**Input data:**
^^^^

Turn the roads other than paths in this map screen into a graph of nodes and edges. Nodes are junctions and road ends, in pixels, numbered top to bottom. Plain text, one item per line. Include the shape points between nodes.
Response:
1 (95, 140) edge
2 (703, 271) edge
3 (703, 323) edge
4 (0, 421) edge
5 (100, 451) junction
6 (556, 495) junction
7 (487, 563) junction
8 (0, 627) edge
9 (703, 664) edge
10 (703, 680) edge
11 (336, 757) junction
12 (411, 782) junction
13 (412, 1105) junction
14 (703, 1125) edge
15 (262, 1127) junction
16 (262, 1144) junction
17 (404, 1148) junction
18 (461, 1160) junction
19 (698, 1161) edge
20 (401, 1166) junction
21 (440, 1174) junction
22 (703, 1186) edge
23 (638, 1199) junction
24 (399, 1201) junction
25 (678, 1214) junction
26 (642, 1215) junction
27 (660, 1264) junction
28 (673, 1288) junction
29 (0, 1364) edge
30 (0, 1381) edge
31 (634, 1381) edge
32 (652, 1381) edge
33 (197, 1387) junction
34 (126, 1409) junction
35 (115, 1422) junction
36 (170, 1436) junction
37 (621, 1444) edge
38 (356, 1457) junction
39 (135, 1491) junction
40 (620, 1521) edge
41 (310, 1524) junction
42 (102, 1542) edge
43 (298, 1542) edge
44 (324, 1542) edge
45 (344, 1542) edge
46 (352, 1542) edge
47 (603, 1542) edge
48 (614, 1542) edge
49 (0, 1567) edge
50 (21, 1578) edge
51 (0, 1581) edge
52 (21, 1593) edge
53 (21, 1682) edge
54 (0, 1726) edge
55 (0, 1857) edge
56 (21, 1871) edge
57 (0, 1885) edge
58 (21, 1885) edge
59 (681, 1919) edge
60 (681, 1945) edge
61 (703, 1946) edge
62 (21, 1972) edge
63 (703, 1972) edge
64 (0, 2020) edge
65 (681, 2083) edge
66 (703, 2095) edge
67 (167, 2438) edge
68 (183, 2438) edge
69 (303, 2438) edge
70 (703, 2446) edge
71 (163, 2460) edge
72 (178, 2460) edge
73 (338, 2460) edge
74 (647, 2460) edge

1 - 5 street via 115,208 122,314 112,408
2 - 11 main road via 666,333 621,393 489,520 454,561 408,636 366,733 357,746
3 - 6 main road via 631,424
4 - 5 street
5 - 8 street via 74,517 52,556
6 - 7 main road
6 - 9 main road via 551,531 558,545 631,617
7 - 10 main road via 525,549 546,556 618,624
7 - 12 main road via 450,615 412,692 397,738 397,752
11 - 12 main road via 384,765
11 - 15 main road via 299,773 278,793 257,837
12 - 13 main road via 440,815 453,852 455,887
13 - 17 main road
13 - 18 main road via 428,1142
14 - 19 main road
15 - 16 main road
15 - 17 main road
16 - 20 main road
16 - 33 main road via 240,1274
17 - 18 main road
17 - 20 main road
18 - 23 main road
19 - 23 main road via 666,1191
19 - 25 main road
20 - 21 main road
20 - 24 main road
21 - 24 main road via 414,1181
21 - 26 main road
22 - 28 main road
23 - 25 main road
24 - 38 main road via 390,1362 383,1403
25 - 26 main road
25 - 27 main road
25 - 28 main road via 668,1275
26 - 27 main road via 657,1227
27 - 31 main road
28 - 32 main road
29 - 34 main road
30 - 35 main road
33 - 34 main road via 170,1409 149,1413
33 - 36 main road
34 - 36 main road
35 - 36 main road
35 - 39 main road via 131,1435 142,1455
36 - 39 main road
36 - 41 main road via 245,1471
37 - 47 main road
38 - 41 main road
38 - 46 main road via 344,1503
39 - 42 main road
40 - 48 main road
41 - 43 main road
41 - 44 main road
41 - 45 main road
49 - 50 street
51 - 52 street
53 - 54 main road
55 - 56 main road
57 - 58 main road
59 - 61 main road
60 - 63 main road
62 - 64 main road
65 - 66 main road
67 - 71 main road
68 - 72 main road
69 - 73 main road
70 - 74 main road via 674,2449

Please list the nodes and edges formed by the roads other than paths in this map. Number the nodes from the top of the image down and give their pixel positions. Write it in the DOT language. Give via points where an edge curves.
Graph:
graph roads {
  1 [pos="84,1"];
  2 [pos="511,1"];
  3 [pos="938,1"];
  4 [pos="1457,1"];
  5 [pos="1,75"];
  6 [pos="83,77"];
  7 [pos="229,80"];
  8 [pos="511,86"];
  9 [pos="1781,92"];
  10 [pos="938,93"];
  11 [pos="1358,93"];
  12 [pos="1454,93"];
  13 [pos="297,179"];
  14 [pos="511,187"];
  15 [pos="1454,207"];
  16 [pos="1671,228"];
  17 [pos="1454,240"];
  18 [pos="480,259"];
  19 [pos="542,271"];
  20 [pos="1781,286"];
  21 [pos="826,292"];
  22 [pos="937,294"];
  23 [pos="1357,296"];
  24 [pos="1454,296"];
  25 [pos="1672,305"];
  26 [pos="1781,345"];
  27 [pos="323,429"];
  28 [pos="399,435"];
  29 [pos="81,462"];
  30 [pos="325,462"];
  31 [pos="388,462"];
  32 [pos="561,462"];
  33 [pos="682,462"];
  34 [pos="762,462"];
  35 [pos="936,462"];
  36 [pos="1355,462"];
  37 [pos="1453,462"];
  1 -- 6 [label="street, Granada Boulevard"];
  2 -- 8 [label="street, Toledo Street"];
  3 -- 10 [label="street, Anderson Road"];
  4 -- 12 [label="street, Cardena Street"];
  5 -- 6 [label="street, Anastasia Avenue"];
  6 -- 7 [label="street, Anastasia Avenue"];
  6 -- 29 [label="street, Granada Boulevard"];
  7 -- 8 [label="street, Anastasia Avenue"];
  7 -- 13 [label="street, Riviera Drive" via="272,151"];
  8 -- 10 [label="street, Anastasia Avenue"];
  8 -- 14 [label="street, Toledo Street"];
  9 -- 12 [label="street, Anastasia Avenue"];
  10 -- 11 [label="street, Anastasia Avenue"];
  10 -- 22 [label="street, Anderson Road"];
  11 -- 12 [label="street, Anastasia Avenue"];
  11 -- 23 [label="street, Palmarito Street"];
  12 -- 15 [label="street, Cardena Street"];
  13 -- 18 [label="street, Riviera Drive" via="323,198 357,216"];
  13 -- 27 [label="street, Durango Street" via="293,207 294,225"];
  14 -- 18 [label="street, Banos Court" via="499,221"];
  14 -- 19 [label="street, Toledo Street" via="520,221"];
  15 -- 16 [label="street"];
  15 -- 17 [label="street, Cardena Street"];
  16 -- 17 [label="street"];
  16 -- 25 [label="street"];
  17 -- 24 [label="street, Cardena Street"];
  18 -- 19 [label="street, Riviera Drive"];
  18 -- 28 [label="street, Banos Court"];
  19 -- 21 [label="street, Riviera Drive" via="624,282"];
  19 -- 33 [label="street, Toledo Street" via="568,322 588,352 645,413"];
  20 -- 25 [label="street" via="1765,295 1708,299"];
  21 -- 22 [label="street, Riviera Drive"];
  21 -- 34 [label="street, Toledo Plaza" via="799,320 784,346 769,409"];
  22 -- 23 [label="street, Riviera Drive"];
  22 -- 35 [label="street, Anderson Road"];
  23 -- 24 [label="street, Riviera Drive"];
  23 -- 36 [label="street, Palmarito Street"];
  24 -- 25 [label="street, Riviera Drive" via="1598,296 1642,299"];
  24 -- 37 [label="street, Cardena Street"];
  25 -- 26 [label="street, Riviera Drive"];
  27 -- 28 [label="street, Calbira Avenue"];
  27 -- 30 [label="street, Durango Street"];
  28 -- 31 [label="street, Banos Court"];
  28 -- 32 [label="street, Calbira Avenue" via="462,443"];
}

^^^^

**Exercise:**
Copy each line above holding "Granada".

**Task output:**
  1 -- 6 [label="street, Granada Boulevard"];
  6 -- 29 [label="street, Granada Boulevard"];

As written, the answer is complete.